FFT sample for 2^20 elements

Generic algorithms that could be implemented in almost any language, e.g. matrix operations and FFT.

FFT sample for 2^20 elements

Postby notzed » Sat Jul 05, 2014 8:44 am

I just uploaded 0.3 of my ezesdk which includes a 'large' FFT sample (i.e. something that can't fit on-chip). After building the sdk, go to samples/fft and run make to build it. Run it using sudo ./fft -r rows -c cols (make sure you don't specify more than 4 for either) and as it hardcodes the platform file it only works on a parallella-16. I'm not using the parallella sdk because it's just ... well it's just not much fun to work with, but it means i don't know if this stuff works anywhere but my (rev0) system.

The sample implements a forward complex fft for 2^20 elements by breaking it into steps of 1024 which fits into LDS and allows the fft to be calculated using two passes through external memory. It needs to operate out-of-place.

Even with synchronous dma transfers, calculating the twiddle factors on-core, and a not particularly sophisticated radix-4 inner loop, memory bandwidth is the limiting factor beyond 4 cores being active (it's already limiting beyond 2).

http://a-hackers-craic.blogspot.com.au/ ... inary.html

http://www.users.on.net/notzed/software/ezesdk.html

Given memory is the bottleneck, the only thing I can think of to get more performance is to serialise (and group where possible) the dma writes to get a bit more bandwidth. Unless i'm missing something and there's a way to get away with a single main memory pass.

knew i should've left it till tomorrow. the fft stuff in 0.3 is broken as i checked in some experiments, 0.3.1 coming soon.
notzed
 
Posts: 331
Joined: Mon Dec 17, 2012 12:28 am
Location: Australia

Re: FFT sample for 2^20 elements

Postby Bikeman » Sat Jul 05, 2014 9:57 am

Very interesting, thanks for sharing.

You might have read that I have a little bet running that on an FFT of length 3*2^22 (which is used for a specific application of the Einstein@Home project, therefore the strange length), the Raspi GPU would outperform the Parallella E16. The Raspi GPU wil also be memory bound but I think its connection to DRAM is a bit faster.

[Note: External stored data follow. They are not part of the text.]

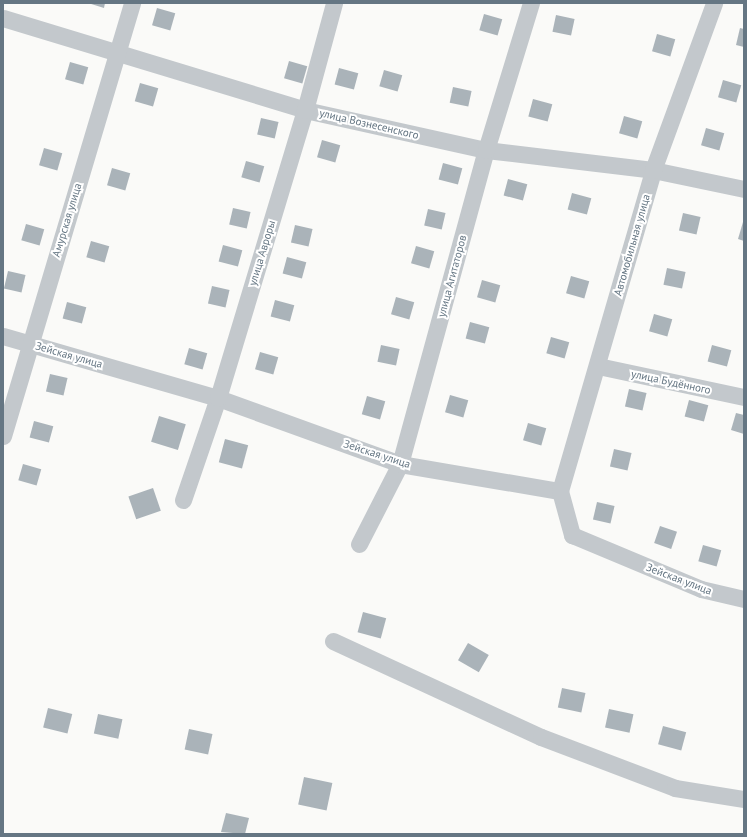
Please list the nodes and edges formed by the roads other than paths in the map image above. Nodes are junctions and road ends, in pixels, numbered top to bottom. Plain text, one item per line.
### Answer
1 (132, 3) edge
2 (334, 3) edge
3 (531, 3) edge
4 (714, 3) edge
5 (3, 18) edge
6 (117, 52) junction
7 (305, 110) junction
8 (486, 150) junction
9 (653, 170) junction
10 (744, 189) edge
11 (3, 336) edge
12 (30, 343) junction
13 (598, 366) junction
14 (744, 397) edge
15 (218, 398) junction
16 (3, 436) edge
17 (400, 464) junction
18 (560, 491) junction
19 (183, 500) dead end
20 (359, 544) dead end
21 (744, 599) edge
22 (333, 641) dead end
23 (744, 799) edge

1 - 6 street, Амурская улица
2 - 7 street, улица Авроры
3 - 8 street, улица Агитаторов
4 - 9 street, Автомобильная улица
5 - 6 street, улица Вознесенского
6 - 7 street, улица Вознесенского
6 - 12 street, Амурская улица
7 - 8 street, улица Вознесенского
7 - 15 street, улица Авроры
8 - 9 street, улица Вознесенского
8 - 17 street, улица Агитаторов
9 - 10 street, улица Вознесенского
9 - 13 street, Автомобильная улица
11 - 12 street, Зейская улица
12 - 15 street, Зейская улица
12 - 16 street, Амурская улица
13 - 14 street, улица Будённого
13 - 18 street, Автомобильная улица
15 - 17 street, Зейская улица
15 - 19 street, улица Авроры
17 - 18 street, Зейская улица
17 - 20 street, улица Агитаторов
18 - 21 street, Зейская улица
22 - 23 street

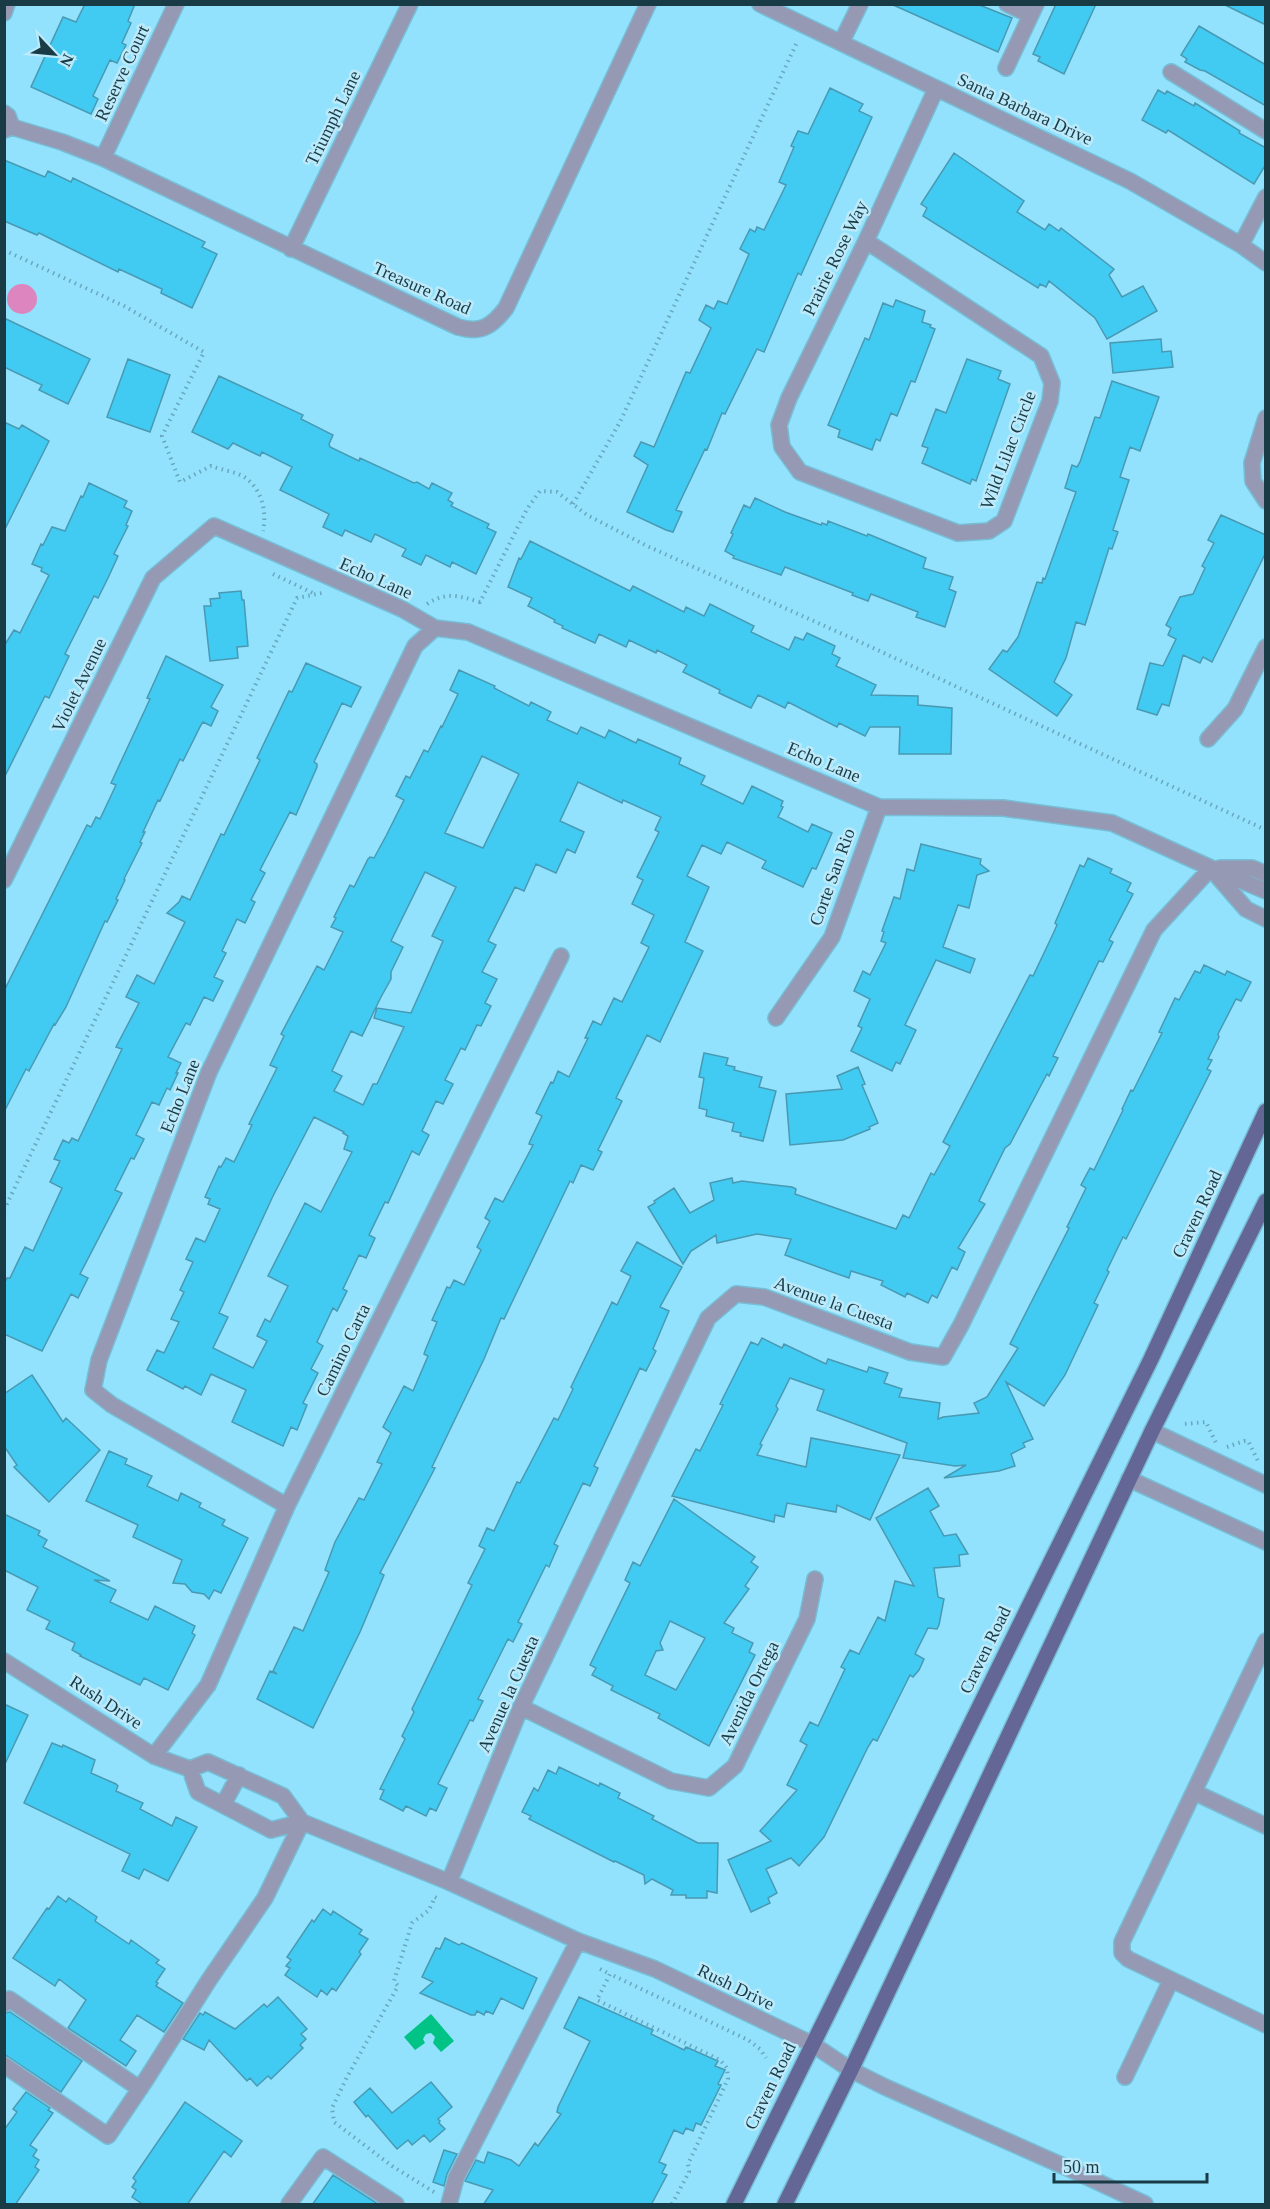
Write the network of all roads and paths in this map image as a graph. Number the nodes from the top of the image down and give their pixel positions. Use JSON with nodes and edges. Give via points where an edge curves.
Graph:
{"nodes":[{"id":1,"x":7,"y":4,"type":"edge"},
{"id":2,"x":176,"y":4,"type":"edge"},
{"id":3,"x":410,"y":4,"type":"edge"},
{"id":4,"x":648,"y":4,"type":"edge"},
{"id":5,"x":760,"y":4,"type":"edge"},
{"id":6,"x":860,"y":4,"type":"edge"},
{"id":7,"x":1007,"y":4,"type":"edge"},
{"id":8,"x":1033,"y":10,"type":"edge"},
{"id":9,"x":4,"y":13,"type":"edge"},
{"id":10,"x":805,"y":25,"type":"junction"},
{"id":11,"x":841,"y":43,"type":"junction"},
{"id":12,"x":1006,"y":68,"type":"dead end"},
{"id":13,"x":1171,"y":72,"type":"dead end"},
{"id":14,"x":936,"y":88,"type":"junction"},
{"id":15,"x":4,"y":113,"type":"edge"},
{"id":16,"x":8,"y":128,"type":"edge"},
{"id":17,"x":1266,"y":131,"type":"edge"},
{"id":18,"x":104,"y":158,"type":"junction"},
{"id":19,"x":1266,"y":198,"type":"edge"},
{"id":20,"x":866,"y":241,"type":"junction"},
{"id":21,"x":1241,"y":245,"type":"junction"},
{"id":22,"x":291,"y":249,"type":"junction"},
{"id":23,"x":4,"y":250,"type":"edge"},
{"id":24,"x":1266,"y":263,"type":"edge"},
{"id":25,"x":1266,"y":418,"type":"edge"},
{"id":26,"x":782,"y":447,"type":"joint"},
{"id":27,"x":1266,"y":501,"type":"edge"},
{"id":28,"x":573,"y":504,"type":"junction"},
{"id":29,"x":214,"y":526,"type":"joint"},
{"id":30,"x":257,"y":546,"type":"junction"},
{"id":31,"x":263,"y":568,"type":"dead end"},
{"id":32,"x":353,"y":588,"type":"junction"},
{"id":33,"x":315,"y":594,"type":"junction"},
{"id":34,"x":415,"y":616,"type":"junction"},
{"id":35,"x":435,"y":628,"type":"junction"},
{"id":36,"x":1266,"y":647,"type":"edge"},
{"id":37,"x":1208,"y":739,"type":"dead end"},
{"id":38,"x":879,"y":807,"type":"junction"},
{"id":39,"x":1266,"y":831,"type":"edge"},
{"id":40,"x":1211,"y":868,"type":"junction"},
{"id":41,"x":1266,"y":873,"type":"edge"},
{"id":42,"x":4,"y":880,"type":"edge"},
{"id":43,"x":1266,"y":891,"type":"edge"},
{"id":44,"x":1266,"y":919,"type":"edge"},
{"id":45,"x":561,"y":956,"type":"dead end"},
{"id":46,"x":776,"y":1018,"type":"dead end"},
{"id":47,"x":1266,"y":1111,"type":"edge"},
{"id":48,"x":1266,"y":1201,"type":"edge"},
{"id":49,"x":4,"y":1210,"type":"edge"},
{"id":50,"x":1185,"y":1424,"type":"dead end"},
{"id":51,"x":1152,"y":1431,"type":"junction"},
{"id":52,"x":1263,"y":1467,"type":"dead end"},
{"id":53,"x":1129,"y":1479,"type":"junction"},
{"id":54,"x":1266,"y":1485,"type":"edge"},
{"id":55,"x":287,"y":1506,"type":"junction"},
{"id":56,"x":1266,"y":1542,"type":"edge"},
{"id":57,"x":815,"y":1580,"type":"dead end"},
{"id":58,"x":1266,"y":1641,"type":"edge"},
{"id":59,"x":4,"y":1660,"type":"edge"},
{"id":60,"x":521,"y":1707,"type":"junction"},
{"id":61,"x":154,"y":1756,"type":"junction"},
{"id":62,"x":190,"y":1769,"type":"junction"},
{"id":63,"x":238,"y":1775,"type":"junction"},
{"id":64,"x":1194,"y":1792,"type":"junction"},
{"id":65,"x":223,"y":1805,"type":"junction"},
{"id":66,"x":302,"y":1822,"type":"junction"},
{"id":67,"x":1266,"y":1826,"type":"edge"},
{"id":68,"x":449,"y":1882,"type":"junction"},
{"id":69,"x":446,"y":1901,"type":"dead end"},
{"id":70,"x":574,"y":1948,"type":"junction"},
{"id":71,"x":610,"y":1974,"type":"junction"},
{"id":72,"x":1172,"y":1980,"type":"junction"},
{"id":73,"x":4,"y":2004,"type":"edge"},
{"id":74,"x":1266,"y":2025,"type":"edge"},
{"id":75,"x":812,"y":2044,"type":"junction"},
{"id":76,"x":766,"y":2058,"type":"dead end"},
{"id":77,"x":4,"y":2065,"type":"edge"},
{"id":78,"x":851,"y":2070,"type":"junction"},
{"id":79,"x":1125,"y":2077,"type":"dead end"},
{"id":80,"x":140,"y":2089,"type":"junction"},
{"id":81,"x":450,"y":2201,"type":"edge"},
{"id":82,"x":289,"y":2205,"type":"edge"},
{"id":83,"x":396,"y":2205,"type":"edge"},
{"id":84,"x":672,"y":2205,"type":"edge"},
{"id":85,"x":734,"y":2205,"type":"edge"},
{"id":86,"x":785,"y":2205,"type":"edge"},
{"id":87,"x":1145,"y":2205,"type":"edge"}],
"edges":[{"from":1,"to":9,"type":"street"},
{"from":2,"to":18,"type":"street","name":"Reserve Court"},
{"from":3,"to":22,"type":"street","name":"Triumph Lane"},
{"from":4,"to":22,"type":"street","name":"Treasure Road","via":[[506,308],[495,322],[469,331]]},
{"from":5,"to":10,"type":"street","name":"Santa Barbara Drive"},
{"from":6,"to":11,"type":"street"},
{"from":7,"to":8,"type":"street"},
{"from":8,"to":12,"type":"street"},
{"from":10,"to":11,"type":"street","name":"Santa Barbara Drive"},
{"from":10,"to":28,"type":"path","via":[[620,422]]},
{"from":11,"to":14,"type":"street","name":"Santa Barbara Drive"},
{"from":13,"to":17,"type":"street"},
{"from":14,"to":20,"type":"street","name":"Prairie Rose Way"},
{"from":14,"to":21,"type":"street","name":"Santa Barbara Drive","via":[[1130,181]]},
{"from":15,"to":16,"type":"street","name":"Treasure Road","via":[[8,116]]},
{"from":16,"to":18,"type":"street","name":"Treasure Road"},
{"from":18,"to":22,"type":"street","name":"Treasure Road"},
{"from":19,"to":21,"type":"street"},
{"from":20,"to":26,"type":"street","name":"Prairie Rose Way","via":[[789,398],[779,425]]},
{"from":20,"to":26,"type":"street","name":"Wild Lilac Circle","via":[[1041,356],[1052,383],[1050,401],[1004,521],[990,531],[958,533],[800,472]]},
{"from":21,"to":24,"type":"street","name":"Santa Barbara Drive"},
{"from":23,"to":30,"type":"path","via":[[124,306],[204,352],[162,436],[180,482],[211,466],[246,478],[261,497],[265,521]]},
{"from":25,"to":27,"type":"street","via":[[1252,463],[1253,481]]},
{"from":28,"to":34,"type":"path","via":[[557,492],[540,491],[480,602],[458,595],[440,596]]},
{"from":28,"to":39,"type":"path","via":[[647,546]]},
{"from":29,"to":30,"type":"street","name":"Echo Lane"},
{"from":29,"to":42,"type":"street","name":"Violet Avenue","via":[[153,578]]},
{"from":30,"to":32,"type":"street","name":"Echo Lane"},
{"from":31,"to":33,"type":"path"},
{"from":32,"to":33,"type":"path"},
{"from":32,"to":34,"type":"street","name":"Echo Lane"},
{"from":33,"to":49,"type":"path","via":[[297,598]]},
{"from":34,"to":35,"type":"street","name":"Echo Lane"},
{"from":35,"to":38,"type":"street","name":"Echo Lane","via":[[468,632]]},
{"from":35,"to":55,"type":"street","name":"Echo Lane","via":[[415,646],[209,1072],[99,1360],[93,1390],[112,1405]]},
{"from":36,"to":37,"type":"street","via":[[1235,709]]},
{"from":38,"to":40,"type":"street","name":"Echo Lane","via":[[1003,808],[1112,823]]},
{"from":38,"to":46,"type":"street","name":"Corte San Rio","via":[[832,936]]},
{"from":40,"to":41,"type":"street","name":"Echo Lane","via":[[1252,867]]},
{"from":40,"to":43,"type":"street","name":"Echo Lane"},
{"from":40,"to":44,"type":"street","name":"Echo Lane","via":[[1246,909]]},
{"from":40,"to":60,"type":"street","name":"Avenue la Cuesta","via":[[1154,930],[943,1357],[910,1352],[764,1297],[736,1294],[708,1318]]},
{"from":45,"to":55,"type":"street","name":"Camino Carta"},
{"from":47,"to":75,"type":"main road","name":"Craven Road","via":[[1150,1359]]},
{"from":48,"to":51,"type":"main road"},
{"from":50,"to":52,"type":"path","via":[[1206,1422],[1220,1447],[1248,1441]]},
{"from":51,"to":53,"type":"main road"},
{"from":51,"to":54,"type":"street"},
{"from":53,"to":56,"type":"street"},
{"from":53,"to":78,"type":"main road"},
{"from":55,"to":61,"type":"street","name":"Camino Carta","via":[[208,1685]]},
{"from":57,"to":60,"type":"street","name":"Avenida Ortega","via":[[807,1619],[735,1766],[709,1788],[671,1781]]},
{"from":58,"to":64,"type":"street"},
{"from":59,"to":61,"type":"street","name":"Rush Drive"},
{"from":60,"to":68,"type":"street","name":"Avenue la Cuesta"},
{"from":61,"to":62,"type":"street","name":"Rush Drive"},
{"from":62,"to":63,"type":"street","name":"Rush Drive","via":[[208,1762]]},
{"from":62,"to":65,"type":"street","via":[[198,1792]]},
{"from":63,"to":65,"type":"street"},
{"from":63,"to":66,"type":"street","name":"Rush Drive","via":[[283,1796]]},
{"from":64,"to":67,"type":"street"},
{"from":64,"to":72,"type":"street","via":[[1122,1942],[1122,1953],[1128,1959]]},
{"from":65,"to":66,"type":"street","via":[[271,1830]]},
{"from":66,"to":68,"type":"street","name":"Rush Drive"},
{"from":66,"to":80,"type":"street","via":[[265,1898]]},
{"from":68,"to":70,"type":"street","name":"Rush Drive"},
{"from":69,"to":81,"type":"path","via":[[435,1897],[429,1910],[412,1923],[394,1981],[398,1986],[333,2108],[334,2122],[392,2166]]},
{"from":70,"to":71,"type":"path"},
{"from":70,"to":75,"type":"street","name":"Rush Drive","via":[[655,1969]]},
{"from":70,"to":81,"type":"street","via":[[456,2178]]},
{"from":71,"to":76,"type":"path","via":[[748,2040]]},
{"from":71,"to":84,"type":"path","via":[[597,2000],[720,2060],[727,2068],[728,2079]]},
{"from":72,"to":74,"type":"street"},
{"from":72,"to":79,"type":"street"},
{"from":73,"to":80,"type":"street","via":[[9,1999]]},
{"from":75,"to":78,"type":"street","name":"Rush Drive"},
{"from":75,"to":85,"type":"main road","name":"Craven Road"},
{"from":77,"to":80,"type":"street","via":[[108,2136]]},
{"from":78,"to":86,"type":"main road"},
{"from":78,"to":87,"type":"street","name":"Rush Drive"},
{"from":82,"to":83,"type":"street","via":[[323,2157]]}]}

I wonder how you compute the complex roots of unity. In a similar context I have found that if you need sin(2pi *k/N) and cos(2pi *k/N)for k=0..N-1 , it's quite fast to just tabulate the sine an cosine values for angles alpha_j =2pi*M*j and beta_j=2pi*j , j= 0...M-1 , M=sqrt(N), in two tables x 2 (cos & sin) of length M each (so total length 4sqrt(N) = 4098 here) , and then compute the twiddle factors on the fly from those via trig. addition theorem. Is that what you are doing?

Cheers
HB
Bikeman
 
Posts: 52
Joined: Wed Sep 11, 2013 8:55 pm

Re: FFT sample for 2^20 elements

Postby notzed » Sun Jul 06, 2014 1:58 pm

Bikeman wrote:Very interesting, thanks for sharing.

You might have read that I have a little bet running that on an FFT of length 3*2^22 (which is used for a specific application of the Einstein@Home project, therefore the strange length), the Raspi GPU would outperform the Parallella E16. The Raspi GPU wil also be memory bound but I think its connection to DRAM is a bit faster.


I did yes, i have had it in the back of my mind but haven't looked at it specifically. I'm only looking at powers of 2 though.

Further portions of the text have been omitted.